§ **Directions for this task**
In the records below, find each line with the word "Ayodhya" and copy it.

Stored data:
=== Section Start ===
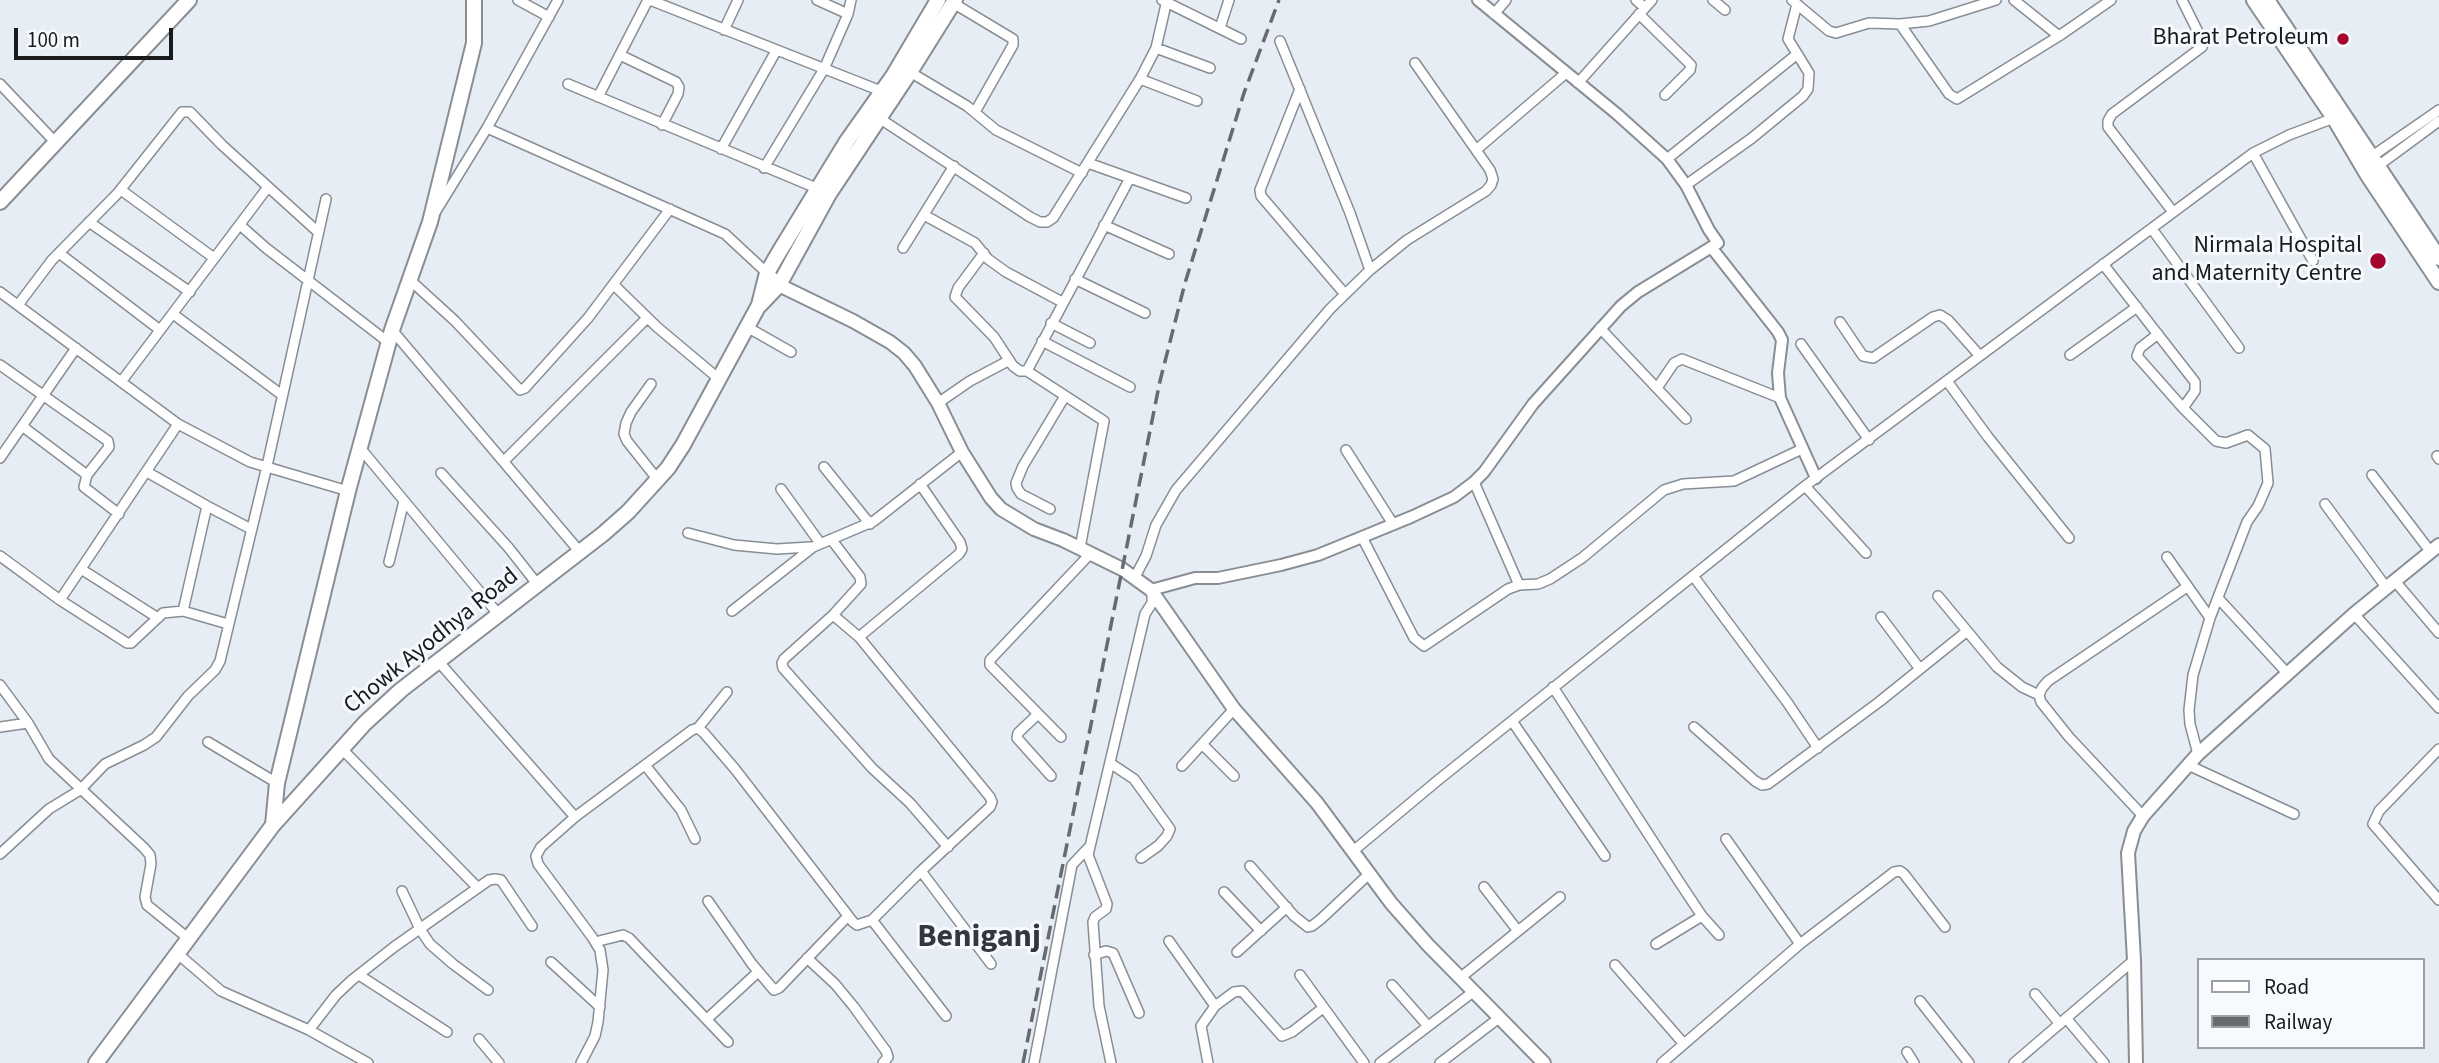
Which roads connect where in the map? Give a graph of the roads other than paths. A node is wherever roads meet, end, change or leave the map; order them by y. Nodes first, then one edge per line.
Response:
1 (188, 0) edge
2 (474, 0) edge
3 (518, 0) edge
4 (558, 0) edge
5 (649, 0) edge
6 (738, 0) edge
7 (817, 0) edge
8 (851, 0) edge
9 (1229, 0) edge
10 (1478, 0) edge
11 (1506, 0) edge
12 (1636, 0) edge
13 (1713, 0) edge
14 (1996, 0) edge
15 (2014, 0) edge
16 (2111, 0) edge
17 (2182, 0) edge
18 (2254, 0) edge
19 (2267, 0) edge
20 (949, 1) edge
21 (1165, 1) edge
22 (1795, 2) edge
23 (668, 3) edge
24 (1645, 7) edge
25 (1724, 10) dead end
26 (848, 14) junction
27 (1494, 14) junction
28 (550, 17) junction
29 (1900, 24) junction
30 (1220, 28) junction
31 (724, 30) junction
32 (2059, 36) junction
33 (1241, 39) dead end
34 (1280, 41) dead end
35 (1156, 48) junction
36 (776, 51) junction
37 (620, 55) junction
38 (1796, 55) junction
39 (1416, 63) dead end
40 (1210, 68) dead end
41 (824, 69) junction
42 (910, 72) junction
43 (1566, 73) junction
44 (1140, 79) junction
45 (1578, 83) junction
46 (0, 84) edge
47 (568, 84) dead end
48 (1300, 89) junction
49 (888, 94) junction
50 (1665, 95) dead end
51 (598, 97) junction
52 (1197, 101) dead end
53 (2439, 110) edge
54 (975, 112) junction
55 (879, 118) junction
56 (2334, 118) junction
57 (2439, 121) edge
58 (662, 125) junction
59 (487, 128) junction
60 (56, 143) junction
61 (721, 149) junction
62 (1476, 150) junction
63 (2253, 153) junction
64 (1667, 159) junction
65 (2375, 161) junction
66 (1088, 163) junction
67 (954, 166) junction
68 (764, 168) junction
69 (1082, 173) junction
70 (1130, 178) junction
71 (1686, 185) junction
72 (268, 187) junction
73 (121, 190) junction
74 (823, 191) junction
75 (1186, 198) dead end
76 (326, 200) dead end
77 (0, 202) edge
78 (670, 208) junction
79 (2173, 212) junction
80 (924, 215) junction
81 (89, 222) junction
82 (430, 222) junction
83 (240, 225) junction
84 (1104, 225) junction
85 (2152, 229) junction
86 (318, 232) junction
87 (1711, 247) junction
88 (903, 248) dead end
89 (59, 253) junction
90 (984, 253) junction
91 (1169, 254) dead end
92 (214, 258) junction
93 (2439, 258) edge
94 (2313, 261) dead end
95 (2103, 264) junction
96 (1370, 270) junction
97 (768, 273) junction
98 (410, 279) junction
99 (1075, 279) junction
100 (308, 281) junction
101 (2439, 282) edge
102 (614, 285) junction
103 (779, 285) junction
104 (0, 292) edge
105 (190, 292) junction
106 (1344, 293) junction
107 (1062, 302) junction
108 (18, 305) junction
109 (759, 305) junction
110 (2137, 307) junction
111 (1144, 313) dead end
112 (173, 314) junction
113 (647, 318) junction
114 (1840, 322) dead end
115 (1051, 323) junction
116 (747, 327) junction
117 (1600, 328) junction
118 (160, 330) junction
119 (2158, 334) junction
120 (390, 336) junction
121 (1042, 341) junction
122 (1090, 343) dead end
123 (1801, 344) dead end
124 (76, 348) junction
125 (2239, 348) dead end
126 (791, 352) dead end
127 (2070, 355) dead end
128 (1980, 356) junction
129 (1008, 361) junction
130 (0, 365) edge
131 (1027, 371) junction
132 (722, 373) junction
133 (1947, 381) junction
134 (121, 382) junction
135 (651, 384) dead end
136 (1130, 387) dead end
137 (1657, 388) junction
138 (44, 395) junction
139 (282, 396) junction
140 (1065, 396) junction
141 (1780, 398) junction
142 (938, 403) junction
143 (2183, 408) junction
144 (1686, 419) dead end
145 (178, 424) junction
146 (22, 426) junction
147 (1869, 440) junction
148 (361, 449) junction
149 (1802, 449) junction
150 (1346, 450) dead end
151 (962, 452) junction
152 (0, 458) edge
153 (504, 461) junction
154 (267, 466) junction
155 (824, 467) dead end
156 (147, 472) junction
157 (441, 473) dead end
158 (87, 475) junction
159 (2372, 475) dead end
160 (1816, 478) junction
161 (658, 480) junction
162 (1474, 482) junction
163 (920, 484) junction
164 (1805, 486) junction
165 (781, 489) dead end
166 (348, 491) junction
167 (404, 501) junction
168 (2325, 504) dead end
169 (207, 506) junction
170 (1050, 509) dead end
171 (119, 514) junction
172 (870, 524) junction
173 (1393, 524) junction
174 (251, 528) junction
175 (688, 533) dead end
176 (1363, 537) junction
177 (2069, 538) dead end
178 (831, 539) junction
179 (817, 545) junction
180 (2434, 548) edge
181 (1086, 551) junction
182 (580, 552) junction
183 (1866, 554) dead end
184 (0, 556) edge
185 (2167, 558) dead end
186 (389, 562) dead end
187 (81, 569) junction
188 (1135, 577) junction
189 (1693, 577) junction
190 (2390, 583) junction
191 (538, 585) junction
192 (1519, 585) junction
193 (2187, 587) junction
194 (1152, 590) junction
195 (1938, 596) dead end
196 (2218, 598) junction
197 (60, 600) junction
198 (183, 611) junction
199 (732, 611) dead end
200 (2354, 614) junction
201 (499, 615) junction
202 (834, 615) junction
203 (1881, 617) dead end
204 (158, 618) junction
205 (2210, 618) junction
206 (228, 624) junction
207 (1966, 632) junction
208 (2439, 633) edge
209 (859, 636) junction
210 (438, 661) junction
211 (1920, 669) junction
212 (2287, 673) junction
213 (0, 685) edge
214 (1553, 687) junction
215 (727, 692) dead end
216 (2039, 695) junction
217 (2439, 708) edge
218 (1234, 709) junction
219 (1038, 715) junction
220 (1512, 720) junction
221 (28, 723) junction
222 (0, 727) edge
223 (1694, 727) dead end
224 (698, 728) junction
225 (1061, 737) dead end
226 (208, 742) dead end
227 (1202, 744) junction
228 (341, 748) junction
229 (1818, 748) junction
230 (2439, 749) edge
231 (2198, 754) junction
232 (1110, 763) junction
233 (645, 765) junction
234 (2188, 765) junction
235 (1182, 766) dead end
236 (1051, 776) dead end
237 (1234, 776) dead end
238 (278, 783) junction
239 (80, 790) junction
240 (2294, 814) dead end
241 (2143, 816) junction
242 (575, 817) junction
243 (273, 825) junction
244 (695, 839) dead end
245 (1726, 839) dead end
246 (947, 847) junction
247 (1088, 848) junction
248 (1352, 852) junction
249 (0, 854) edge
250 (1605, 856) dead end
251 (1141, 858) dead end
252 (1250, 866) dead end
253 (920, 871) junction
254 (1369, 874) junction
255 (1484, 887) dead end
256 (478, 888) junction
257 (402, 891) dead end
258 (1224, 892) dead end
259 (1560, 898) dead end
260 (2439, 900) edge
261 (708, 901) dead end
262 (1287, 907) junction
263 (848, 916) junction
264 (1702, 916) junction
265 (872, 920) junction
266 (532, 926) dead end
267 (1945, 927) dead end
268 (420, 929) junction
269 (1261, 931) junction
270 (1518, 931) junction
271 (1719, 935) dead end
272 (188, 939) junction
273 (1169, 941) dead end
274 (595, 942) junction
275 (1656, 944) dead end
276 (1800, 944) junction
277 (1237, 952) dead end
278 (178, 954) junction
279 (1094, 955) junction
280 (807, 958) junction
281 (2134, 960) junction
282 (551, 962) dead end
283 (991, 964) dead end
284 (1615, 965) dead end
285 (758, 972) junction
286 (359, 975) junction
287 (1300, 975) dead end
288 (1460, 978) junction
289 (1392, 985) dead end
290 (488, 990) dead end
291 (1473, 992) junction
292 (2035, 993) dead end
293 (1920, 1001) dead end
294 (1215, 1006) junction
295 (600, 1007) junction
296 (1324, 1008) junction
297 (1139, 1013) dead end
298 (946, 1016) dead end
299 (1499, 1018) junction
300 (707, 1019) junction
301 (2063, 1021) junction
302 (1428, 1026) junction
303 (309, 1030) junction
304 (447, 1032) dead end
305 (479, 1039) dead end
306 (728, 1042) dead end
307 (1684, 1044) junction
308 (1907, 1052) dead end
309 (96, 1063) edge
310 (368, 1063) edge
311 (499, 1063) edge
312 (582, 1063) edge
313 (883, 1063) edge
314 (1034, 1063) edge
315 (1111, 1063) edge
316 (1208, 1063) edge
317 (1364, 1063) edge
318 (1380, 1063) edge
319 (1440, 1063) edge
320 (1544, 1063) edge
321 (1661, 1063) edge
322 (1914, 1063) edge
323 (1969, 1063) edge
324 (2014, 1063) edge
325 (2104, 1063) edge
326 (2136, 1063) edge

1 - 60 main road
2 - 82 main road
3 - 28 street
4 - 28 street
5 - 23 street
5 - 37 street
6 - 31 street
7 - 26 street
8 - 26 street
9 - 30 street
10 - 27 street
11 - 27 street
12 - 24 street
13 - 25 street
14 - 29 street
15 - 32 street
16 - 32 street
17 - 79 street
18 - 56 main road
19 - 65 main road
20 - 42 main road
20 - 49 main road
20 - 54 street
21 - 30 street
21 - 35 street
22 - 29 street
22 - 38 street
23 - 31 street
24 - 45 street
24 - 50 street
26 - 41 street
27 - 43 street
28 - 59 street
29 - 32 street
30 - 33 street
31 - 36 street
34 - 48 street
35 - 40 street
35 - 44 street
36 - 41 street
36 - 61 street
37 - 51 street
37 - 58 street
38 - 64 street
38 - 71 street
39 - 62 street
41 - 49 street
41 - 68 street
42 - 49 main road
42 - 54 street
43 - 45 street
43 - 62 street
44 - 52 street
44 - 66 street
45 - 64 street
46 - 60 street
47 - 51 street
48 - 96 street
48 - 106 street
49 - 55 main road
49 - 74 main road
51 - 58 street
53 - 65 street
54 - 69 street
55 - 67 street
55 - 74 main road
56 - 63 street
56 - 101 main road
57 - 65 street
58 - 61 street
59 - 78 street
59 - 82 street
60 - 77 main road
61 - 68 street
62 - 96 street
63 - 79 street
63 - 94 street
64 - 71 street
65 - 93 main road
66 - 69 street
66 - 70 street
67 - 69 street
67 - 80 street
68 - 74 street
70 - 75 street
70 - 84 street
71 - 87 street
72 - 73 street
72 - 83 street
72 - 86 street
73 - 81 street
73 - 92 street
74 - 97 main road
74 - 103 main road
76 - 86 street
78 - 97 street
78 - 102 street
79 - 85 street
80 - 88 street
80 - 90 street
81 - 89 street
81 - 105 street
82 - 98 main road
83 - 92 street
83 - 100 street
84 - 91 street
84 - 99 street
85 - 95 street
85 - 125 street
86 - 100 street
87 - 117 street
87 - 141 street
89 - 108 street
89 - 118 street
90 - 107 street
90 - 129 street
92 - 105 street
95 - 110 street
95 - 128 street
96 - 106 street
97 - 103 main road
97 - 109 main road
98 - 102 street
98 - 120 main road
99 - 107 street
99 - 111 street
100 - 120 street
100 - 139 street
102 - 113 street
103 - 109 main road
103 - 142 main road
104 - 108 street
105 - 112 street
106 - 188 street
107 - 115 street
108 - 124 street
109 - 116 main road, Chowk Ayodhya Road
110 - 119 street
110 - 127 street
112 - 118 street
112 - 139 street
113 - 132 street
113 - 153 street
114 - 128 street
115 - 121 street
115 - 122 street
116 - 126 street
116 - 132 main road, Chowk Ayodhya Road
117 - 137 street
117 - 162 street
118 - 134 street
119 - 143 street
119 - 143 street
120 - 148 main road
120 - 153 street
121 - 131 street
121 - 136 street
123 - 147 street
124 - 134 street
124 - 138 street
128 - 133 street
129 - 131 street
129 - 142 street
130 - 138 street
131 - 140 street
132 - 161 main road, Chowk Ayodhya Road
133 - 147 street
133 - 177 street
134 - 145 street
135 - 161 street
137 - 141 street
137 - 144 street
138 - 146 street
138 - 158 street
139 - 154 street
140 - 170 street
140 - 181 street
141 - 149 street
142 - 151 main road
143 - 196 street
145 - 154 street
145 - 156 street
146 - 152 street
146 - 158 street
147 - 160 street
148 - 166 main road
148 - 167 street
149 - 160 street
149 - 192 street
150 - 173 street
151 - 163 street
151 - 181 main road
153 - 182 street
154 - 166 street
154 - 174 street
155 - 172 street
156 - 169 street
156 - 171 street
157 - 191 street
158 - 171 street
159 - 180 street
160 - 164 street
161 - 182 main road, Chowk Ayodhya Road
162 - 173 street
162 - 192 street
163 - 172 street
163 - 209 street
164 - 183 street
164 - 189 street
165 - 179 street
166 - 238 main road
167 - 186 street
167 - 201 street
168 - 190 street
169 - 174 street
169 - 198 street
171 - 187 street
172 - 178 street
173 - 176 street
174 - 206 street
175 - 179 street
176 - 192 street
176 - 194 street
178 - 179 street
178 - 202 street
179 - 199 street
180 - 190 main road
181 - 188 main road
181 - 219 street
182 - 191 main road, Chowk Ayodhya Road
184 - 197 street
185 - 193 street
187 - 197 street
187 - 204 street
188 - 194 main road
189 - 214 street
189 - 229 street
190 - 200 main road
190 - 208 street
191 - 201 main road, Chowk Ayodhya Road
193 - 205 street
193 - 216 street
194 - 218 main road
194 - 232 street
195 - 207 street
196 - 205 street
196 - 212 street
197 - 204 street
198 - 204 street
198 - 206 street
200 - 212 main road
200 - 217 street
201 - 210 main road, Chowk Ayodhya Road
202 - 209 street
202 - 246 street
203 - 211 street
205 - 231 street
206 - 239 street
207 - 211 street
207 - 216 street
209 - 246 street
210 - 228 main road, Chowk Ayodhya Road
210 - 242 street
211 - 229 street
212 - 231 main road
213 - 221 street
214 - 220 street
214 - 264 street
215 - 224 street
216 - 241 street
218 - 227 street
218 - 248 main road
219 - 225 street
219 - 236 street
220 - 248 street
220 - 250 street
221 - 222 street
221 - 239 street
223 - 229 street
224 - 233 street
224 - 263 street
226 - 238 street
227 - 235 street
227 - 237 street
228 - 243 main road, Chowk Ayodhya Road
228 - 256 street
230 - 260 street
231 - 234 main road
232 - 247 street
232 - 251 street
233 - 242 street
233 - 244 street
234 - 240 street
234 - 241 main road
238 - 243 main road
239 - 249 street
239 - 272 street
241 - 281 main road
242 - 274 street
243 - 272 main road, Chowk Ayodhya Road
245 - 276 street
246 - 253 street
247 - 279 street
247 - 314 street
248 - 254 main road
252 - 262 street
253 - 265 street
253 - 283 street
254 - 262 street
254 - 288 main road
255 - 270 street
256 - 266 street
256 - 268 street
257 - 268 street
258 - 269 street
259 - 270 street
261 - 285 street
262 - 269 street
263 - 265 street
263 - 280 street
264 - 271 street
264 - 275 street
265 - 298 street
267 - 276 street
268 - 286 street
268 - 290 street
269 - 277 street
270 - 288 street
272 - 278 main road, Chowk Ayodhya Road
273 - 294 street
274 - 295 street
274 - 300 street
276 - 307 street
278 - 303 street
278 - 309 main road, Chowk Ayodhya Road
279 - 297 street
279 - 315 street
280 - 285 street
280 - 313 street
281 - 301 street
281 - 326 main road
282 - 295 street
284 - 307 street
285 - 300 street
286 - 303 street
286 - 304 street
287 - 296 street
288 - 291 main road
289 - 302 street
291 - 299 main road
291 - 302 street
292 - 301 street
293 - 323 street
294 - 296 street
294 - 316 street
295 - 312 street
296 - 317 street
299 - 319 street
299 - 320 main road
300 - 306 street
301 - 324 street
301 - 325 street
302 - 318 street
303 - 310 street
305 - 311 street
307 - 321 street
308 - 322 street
=== Section End ===
§ **Task output**
109 - 116 main road, Chowk Ayodhya Road
116 - 132 main road, Chowk Ayodhya Road
132 - 161 main road, Chowk Ayodhya Road
161 - 182 main road, Chowk Ayodhya Road
182 - 191 main road, Chowk Ayodhya Road
191 - 201 main road, Chowk Ayodhya Road
201 - 210 main road, Chowk Ayodhya Road
210 - 228 main road, Chowk Ayodhya Road
228 - 243 main road, Chowk Ayodhya Road
243 - 272 main road, Chowk Ayodhya Road
272 - 278 main road, Chowk Ayodhya Road
278 - 309 main road, Chowk Ayodhya Road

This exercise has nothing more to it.